July 28, 2021 Jason Heath
Divorce over 50: managing your finances if you find yourself single in the run-up to retirement


Married couples are generally subject to a division of their property when they split up. The rules differ slightly depending on your province or territory of residence, but for couples who have been married for a long time or who accumulated most of their assets while together, a relatively equal division may result. 

There can be other considerations, however, like spousal or child support. Couples who are close to retirement or already retired may not have child support obligations, assuming their children are independent adults. Spousal support could still apply but may not be as significant as with a younger couple if one or both parties are near the end of their career or no longer working. 

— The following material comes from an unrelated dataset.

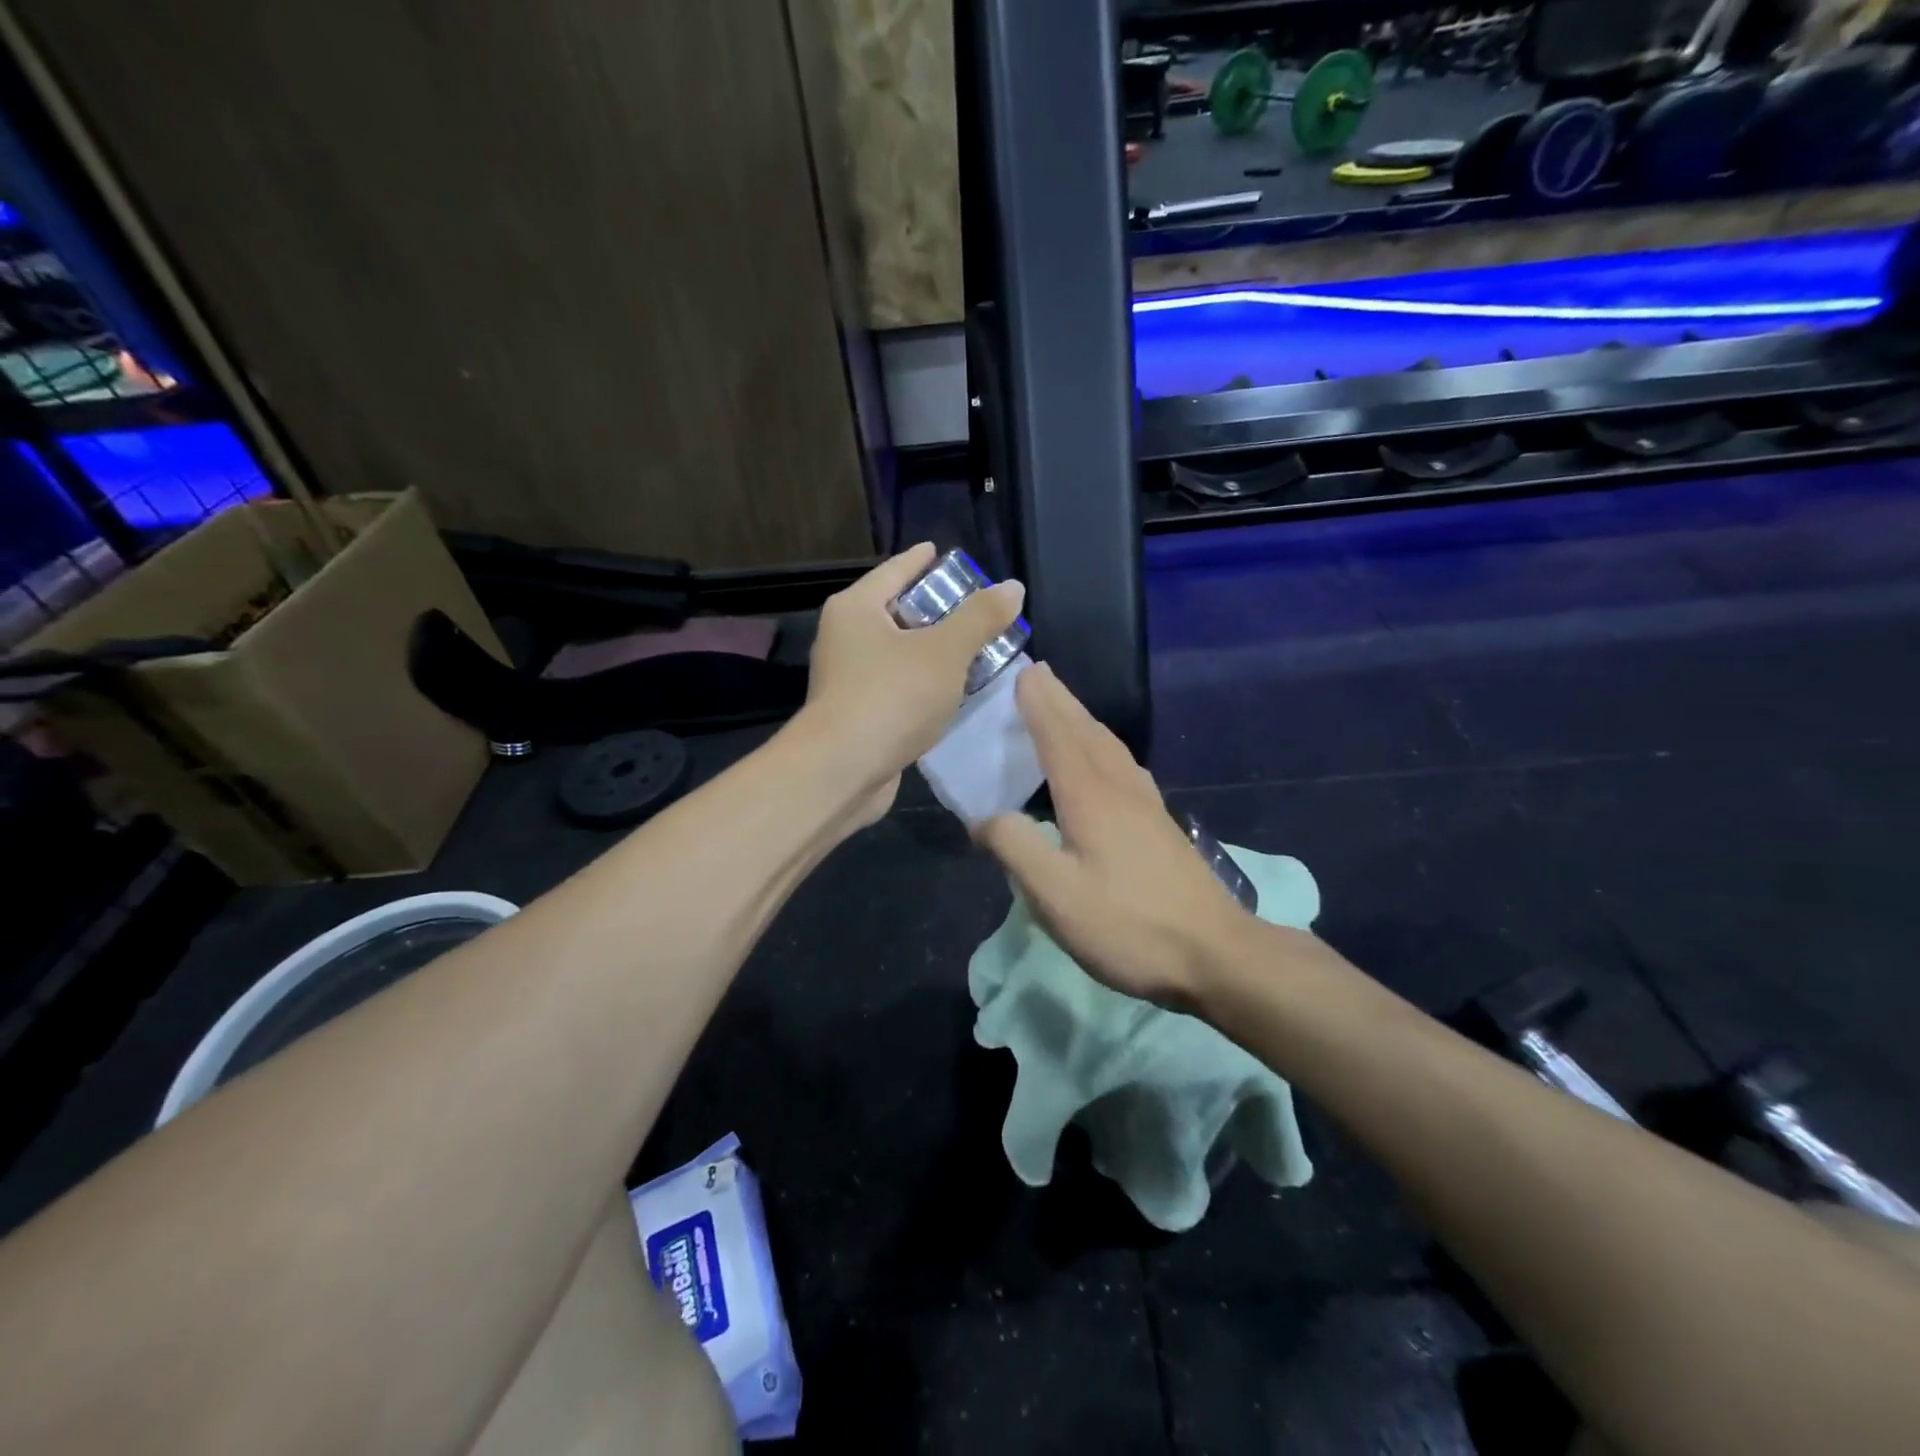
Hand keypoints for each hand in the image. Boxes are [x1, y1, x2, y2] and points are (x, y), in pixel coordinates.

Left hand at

In some provinces or territories, common-law couples are treated the same as married couples, but that isn’t always the case. Assets may or may not be subject to division, and other factors may impact support obligations. 

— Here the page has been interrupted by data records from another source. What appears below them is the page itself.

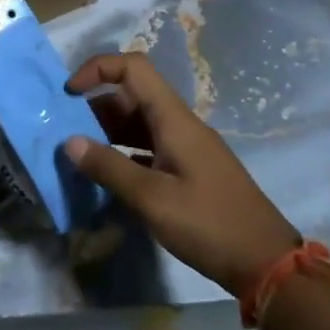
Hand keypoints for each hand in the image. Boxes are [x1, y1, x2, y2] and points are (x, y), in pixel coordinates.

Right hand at [64, 53, 302, 296]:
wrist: (265, 262)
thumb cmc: (208, 224)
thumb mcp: (152, 198)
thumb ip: (109, 167)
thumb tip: (69, 142)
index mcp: (174, 119)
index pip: (133, 68)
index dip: (98, 69)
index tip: (68, 93)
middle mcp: (180, 125)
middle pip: (133, 95)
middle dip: (95, 105)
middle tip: (65, 130)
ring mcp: (186, 147)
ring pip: (139, 123)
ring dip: (107, 131)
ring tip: (78, 153)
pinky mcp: (189, 170)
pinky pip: (148, 147)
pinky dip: (123, 152)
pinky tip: (106, 175)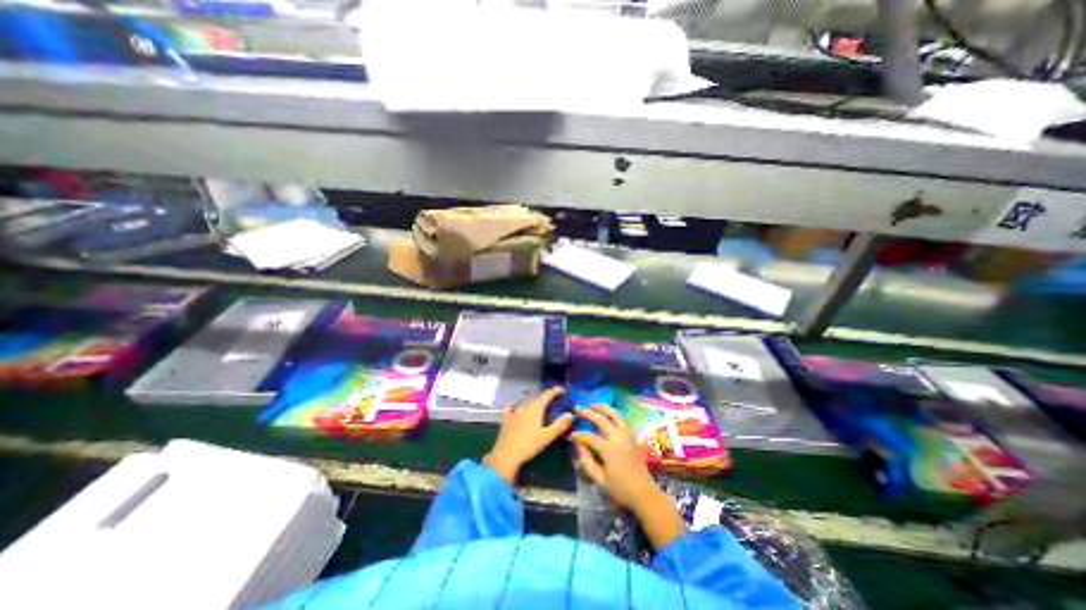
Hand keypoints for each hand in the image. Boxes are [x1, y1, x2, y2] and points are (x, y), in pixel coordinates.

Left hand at [480, 388, 570, 482]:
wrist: (506, 455)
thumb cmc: (529, 445)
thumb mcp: (547, 437)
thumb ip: (559, 425)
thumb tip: (570, 414)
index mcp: (535, 408)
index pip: (547, 394)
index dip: (555, 391)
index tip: (562, 390)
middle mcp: (524, 406)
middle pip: (536, 397)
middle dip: (545, 397)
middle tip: (553, 401)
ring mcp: (514, 411)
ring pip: (525, 401)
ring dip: (533, 401)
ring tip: (539, 406)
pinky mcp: (506, 418)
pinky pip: (511, 407)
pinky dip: (515, 405)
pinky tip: (515, 408)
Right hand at [572, 405, 681, 547]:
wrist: (644, 493)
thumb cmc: (620, 489)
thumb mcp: (599, 479)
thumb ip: (586, 461)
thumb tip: (578, 444)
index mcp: (609, 449)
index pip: (589, 436)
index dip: (578, 435)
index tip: (570, 435)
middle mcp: (619, 438)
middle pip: (602, 420)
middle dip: (588, 413)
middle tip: (578, 408)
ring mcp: (628, 435)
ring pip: (616, 415)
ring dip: (604, 407)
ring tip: (593, 404)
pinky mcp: (633, 437)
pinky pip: (624, 420)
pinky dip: (615, 413)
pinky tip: (609, 412)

Some pensions can be more complicated to split than other assets that are easier to value. A defined contribution (DC) pension is a mutual fund account that has market value, and that can change as the market fluctuates. A defined benefit (DB) pension that pays a specific monthly benefit to a plan member may be eligible to pay a portion to each spouse; but in the case of a split that happens before payouts begin, the pension may need to be given a current value based on a complicated set of assumptions. 

Family law advice should be sought for anyone going through a separation or divorce. Other professional advice related to tax implications of assets and income is also important, given $100 of tax-deferred RRSP assets may be less than $50 after tax, so cannot be compared to $100 of tax-free TFSAs or $100 of tax-free principal residence real estate. 

Working with collaborative family lawyers or mediators may result in the best and most efficient financial outcome for both parties. Divorce, after all, is not a zero-sum game where if you win, your partner loses. The financial cost of legal advice and litigation can be significant and hurt both parties, especially with finite assets to fund retirement. 

Handling fixed expenses as a single retiree

One of the biggest problems with divorce for pre-retirees and retired couples is that when you divide assets, that does not necessarily mean you also divide expenses. A 50% reduction in retirement assets does not also come with a 50% reduction in retirement costs, and there are a lot of fixed expenses for a household, whether it is a household of two or one. Divorcés may find their expenses are still much higher than half what they paid as half a couple, despite only walking away with 50% of their combined marital assets. 

Separation as part of your retirement plan?

Retirement planning is an important exercise for couples; it should be done well ahead of retirement and particularly as that stage of their lives looms closer. Asking your spouse if they want to split up may not be a common retirement planning consideration but it is also not a totally unrealistic concept.